Columnas

Tan falsos como un billete de dos pesos

Por: RICARDO AGUIRRE CUELLAR

Estimado amigo; tal parece que las elecciones del año próximo, no van ha ser un día de campo para el régimen y que todo el cúmulo de corruptelas y compromisos con el narco serán la narrativa de la oposición. Aunado por supuesto al descarado huachicol fiscal, con el que han defraudado las arcas nacionales y que superan los seiscientos mil millones de pesos. Y el fracaso de las obras faraónicas que se han convertido en un auténtico pozo sin fondo.

Y que tienen como telón de fondo la más miserable impunidad.

El desastre es total. Pues se evidencia en toda la gobernanza.

De manera que lo que se advierte por parte del régimen, es usar todo el aparato oficialista para cometer un descarado fraude. Aprovechando a los aliados en las instituciones electorales y en el poder judicial. Como

Instrumento electorero, para convalidar el fraude.

A ocho años de iniciado este fatal régimen, los resultados son desastrosos.

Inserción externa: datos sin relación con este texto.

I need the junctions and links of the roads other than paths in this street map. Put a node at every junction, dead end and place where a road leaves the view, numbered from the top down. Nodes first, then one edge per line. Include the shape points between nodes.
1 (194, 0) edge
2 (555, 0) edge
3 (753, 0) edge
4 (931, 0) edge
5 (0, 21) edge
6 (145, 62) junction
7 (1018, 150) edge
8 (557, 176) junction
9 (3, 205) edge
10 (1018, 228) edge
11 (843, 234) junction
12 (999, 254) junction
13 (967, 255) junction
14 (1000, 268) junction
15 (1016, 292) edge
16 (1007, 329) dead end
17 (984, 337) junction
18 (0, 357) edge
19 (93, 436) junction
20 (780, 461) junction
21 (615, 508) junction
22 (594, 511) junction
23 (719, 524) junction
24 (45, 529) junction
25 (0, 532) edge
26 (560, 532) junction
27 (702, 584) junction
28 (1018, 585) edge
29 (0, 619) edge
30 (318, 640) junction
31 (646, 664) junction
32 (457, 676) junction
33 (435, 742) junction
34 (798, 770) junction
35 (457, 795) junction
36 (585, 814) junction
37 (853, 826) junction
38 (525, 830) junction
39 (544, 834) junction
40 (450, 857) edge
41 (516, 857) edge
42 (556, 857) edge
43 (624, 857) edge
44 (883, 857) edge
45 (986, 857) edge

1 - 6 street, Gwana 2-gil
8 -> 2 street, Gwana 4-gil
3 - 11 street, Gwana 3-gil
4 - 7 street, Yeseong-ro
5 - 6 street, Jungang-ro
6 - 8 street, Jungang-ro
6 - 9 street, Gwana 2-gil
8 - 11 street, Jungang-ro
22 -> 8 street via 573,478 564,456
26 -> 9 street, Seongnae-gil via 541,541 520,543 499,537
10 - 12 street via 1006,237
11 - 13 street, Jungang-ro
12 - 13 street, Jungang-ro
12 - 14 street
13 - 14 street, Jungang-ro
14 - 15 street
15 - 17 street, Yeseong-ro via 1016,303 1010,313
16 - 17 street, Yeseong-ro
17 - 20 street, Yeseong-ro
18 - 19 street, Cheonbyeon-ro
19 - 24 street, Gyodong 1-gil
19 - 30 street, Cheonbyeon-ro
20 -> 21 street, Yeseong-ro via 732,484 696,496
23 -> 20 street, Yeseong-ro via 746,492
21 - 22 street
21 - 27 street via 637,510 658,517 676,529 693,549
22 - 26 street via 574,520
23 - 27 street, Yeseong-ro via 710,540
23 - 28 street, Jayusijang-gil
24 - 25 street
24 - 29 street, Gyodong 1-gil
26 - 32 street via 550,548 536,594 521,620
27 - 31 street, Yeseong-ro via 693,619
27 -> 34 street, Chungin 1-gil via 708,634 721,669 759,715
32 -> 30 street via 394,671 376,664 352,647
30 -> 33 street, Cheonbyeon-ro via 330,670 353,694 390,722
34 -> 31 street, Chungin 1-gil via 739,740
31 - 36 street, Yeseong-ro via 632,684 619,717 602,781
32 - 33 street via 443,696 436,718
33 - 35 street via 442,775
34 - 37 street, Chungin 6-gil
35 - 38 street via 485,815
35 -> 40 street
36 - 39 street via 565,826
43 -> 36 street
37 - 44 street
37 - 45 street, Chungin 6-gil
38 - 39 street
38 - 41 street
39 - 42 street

Y Sheinbaum solo ha demostrado que solo sirve para contener la cascada de escándalos y que su gobierno solo tapa el mugrero que dejó López Obrador.

La corrupción galopante que inunda todos los niveles es asfixiante, por el hedor que despide.

Y los desgañitados y descoloridos discursos, son el recurso agotado por inmoral, de quienes engañaron con el argumento de su superioridad moral y que bastaron ocho años para acreditar su falsedad y la retórica de su mentira.

El adelantar campañas y candidaturas representan la urgencia que tienen por establecer la percepción de triunfadores y que la aprobación popular de más del 70% está intacta; sin embargo lo que demuestra es el temor de perder las elecciones. Y que la aprobación es otra de las tantas mentiras con las que tratan de manipular a los ciudadanos.

Todos los resortes de la administración pública están oxidados o deformados por la mala gestión y la corrupción, ninguna dependencia se salva del desastre y donde los funcionarios llegaron con una mano atrás y otra adelante y de pronto ostentan cuantiosas y malhabidas fortunas, que restriegan en los rostros de la sociedad, con total descaro y con arrogante y cínico desplante de supuestas herencia recibidas.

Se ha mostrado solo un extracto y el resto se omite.